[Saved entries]
= = = = =

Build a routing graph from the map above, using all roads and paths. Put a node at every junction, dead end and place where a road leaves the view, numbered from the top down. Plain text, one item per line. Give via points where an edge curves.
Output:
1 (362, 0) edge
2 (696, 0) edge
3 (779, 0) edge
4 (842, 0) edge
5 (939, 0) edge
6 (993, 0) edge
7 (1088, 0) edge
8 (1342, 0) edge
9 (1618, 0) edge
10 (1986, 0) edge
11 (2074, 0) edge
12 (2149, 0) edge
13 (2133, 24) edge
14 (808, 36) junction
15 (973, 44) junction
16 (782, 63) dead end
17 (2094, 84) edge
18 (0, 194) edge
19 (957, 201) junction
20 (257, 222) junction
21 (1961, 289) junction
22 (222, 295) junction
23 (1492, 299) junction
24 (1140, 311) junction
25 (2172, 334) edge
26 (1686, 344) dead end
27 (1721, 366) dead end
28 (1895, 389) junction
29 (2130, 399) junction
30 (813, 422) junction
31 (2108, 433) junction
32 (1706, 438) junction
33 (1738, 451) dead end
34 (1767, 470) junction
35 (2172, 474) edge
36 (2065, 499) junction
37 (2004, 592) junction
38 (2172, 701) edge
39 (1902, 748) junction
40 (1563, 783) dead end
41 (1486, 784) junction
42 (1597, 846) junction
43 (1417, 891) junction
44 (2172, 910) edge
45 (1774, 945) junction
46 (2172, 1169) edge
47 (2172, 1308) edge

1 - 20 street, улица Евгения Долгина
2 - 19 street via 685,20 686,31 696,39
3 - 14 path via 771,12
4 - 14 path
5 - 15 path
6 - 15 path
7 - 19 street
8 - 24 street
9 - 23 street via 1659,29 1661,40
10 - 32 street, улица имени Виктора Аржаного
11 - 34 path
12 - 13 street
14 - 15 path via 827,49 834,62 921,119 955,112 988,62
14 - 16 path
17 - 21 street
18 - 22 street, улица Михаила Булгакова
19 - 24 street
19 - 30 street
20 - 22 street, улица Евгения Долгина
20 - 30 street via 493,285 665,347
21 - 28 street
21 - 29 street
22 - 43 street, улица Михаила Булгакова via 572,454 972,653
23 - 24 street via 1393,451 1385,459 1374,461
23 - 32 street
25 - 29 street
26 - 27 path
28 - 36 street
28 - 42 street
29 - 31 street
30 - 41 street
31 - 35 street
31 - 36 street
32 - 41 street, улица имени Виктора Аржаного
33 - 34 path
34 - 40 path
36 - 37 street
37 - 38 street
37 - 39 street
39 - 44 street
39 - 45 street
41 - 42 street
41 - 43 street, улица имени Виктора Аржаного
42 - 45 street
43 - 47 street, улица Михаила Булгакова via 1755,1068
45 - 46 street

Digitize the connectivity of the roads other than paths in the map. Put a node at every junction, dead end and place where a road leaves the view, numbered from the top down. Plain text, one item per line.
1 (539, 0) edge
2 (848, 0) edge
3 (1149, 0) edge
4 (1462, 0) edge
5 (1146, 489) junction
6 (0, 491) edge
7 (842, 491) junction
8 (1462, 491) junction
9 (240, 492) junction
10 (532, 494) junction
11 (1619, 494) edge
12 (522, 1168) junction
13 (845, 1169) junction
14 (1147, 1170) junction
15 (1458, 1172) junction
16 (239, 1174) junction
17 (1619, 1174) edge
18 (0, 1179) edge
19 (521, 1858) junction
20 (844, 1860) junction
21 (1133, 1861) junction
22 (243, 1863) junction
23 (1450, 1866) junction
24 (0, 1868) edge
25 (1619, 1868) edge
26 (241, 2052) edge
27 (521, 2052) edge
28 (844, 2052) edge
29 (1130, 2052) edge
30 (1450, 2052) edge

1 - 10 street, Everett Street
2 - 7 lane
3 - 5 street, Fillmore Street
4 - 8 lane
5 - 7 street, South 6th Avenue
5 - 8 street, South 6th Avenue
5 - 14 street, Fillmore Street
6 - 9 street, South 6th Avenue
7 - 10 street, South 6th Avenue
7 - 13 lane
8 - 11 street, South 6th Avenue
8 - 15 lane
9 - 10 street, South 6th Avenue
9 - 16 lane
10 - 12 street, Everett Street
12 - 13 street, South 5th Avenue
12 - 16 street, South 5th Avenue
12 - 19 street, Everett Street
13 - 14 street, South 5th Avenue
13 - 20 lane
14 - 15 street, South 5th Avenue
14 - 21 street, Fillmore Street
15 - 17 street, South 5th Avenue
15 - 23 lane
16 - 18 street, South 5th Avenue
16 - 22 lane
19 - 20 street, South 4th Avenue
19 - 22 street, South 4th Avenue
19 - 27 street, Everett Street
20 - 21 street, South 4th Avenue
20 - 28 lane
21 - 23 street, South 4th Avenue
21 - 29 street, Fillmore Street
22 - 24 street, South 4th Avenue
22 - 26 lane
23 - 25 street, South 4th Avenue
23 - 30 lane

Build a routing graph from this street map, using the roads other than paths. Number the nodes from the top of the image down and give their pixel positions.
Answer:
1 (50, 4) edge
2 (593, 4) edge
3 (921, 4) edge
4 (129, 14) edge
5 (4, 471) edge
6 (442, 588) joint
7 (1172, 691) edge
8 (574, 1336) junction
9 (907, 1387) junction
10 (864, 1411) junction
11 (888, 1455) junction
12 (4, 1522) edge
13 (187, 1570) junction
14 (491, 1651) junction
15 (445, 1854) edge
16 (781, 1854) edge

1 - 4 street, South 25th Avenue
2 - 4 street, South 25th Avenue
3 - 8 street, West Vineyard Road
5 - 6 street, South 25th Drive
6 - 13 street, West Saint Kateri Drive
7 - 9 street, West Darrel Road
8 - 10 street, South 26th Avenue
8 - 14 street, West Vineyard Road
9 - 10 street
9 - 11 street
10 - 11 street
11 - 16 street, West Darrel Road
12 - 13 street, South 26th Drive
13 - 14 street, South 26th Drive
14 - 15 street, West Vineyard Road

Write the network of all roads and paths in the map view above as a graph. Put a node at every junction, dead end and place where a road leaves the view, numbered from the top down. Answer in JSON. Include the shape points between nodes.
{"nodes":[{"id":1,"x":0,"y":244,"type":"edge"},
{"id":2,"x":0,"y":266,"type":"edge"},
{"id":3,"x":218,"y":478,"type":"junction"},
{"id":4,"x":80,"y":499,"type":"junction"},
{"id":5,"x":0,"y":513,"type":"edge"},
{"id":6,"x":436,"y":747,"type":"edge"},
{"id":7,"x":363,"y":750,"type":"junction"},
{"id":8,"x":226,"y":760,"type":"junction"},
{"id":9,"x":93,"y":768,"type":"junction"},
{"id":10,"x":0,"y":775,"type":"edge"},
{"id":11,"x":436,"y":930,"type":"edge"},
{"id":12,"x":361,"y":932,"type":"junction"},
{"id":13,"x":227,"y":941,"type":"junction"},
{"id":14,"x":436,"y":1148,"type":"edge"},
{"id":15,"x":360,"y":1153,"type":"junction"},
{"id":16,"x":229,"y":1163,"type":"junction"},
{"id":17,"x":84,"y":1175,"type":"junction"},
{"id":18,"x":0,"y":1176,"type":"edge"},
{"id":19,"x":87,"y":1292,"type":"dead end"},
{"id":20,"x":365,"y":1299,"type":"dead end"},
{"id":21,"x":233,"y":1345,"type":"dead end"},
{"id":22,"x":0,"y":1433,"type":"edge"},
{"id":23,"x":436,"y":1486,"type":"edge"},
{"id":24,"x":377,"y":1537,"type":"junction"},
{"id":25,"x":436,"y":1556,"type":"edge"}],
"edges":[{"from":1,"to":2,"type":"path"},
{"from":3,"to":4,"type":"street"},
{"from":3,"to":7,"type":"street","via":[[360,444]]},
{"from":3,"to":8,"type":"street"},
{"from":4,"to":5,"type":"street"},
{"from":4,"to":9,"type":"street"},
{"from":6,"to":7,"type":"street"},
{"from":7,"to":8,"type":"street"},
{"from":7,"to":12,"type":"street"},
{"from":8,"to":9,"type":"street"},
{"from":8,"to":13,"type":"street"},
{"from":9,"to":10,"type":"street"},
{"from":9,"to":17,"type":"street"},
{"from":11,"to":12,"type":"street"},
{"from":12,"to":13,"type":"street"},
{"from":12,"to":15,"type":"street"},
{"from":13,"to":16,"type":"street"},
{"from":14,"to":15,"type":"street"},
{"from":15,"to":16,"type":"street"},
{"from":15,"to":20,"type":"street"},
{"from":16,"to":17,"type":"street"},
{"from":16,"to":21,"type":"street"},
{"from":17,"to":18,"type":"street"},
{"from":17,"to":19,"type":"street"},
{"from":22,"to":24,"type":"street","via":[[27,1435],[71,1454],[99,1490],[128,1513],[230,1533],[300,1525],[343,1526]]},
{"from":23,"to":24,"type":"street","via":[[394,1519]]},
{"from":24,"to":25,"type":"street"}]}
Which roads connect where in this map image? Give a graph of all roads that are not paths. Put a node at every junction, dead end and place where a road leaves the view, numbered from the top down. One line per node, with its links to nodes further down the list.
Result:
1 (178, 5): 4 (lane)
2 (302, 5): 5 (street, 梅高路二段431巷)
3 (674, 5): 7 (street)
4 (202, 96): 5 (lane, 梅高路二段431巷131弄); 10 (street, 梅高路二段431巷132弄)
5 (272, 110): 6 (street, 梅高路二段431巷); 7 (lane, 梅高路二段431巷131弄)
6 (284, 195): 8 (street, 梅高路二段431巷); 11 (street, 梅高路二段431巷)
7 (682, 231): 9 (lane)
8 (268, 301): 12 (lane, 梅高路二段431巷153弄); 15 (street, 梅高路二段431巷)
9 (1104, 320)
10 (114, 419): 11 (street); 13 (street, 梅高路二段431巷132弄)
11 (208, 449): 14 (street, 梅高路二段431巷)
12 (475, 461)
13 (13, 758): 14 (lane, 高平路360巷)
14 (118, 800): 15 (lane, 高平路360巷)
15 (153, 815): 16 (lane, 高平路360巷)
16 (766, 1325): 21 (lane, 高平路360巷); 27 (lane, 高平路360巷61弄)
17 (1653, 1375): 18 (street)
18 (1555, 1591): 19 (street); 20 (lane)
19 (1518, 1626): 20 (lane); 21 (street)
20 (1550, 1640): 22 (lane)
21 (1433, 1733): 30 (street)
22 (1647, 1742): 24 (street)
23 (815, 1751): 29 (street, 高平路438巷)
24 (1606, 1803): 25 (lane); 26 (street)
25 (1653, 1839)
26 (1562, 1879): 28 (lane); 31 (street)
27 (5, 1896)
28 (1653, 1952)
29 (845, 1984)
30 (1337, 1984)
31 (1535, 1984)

= = = = =

WORK REQUIRED:
In the records above, count the lines holding the word "имени"; give only that number.

EXERCISE RESULT:
3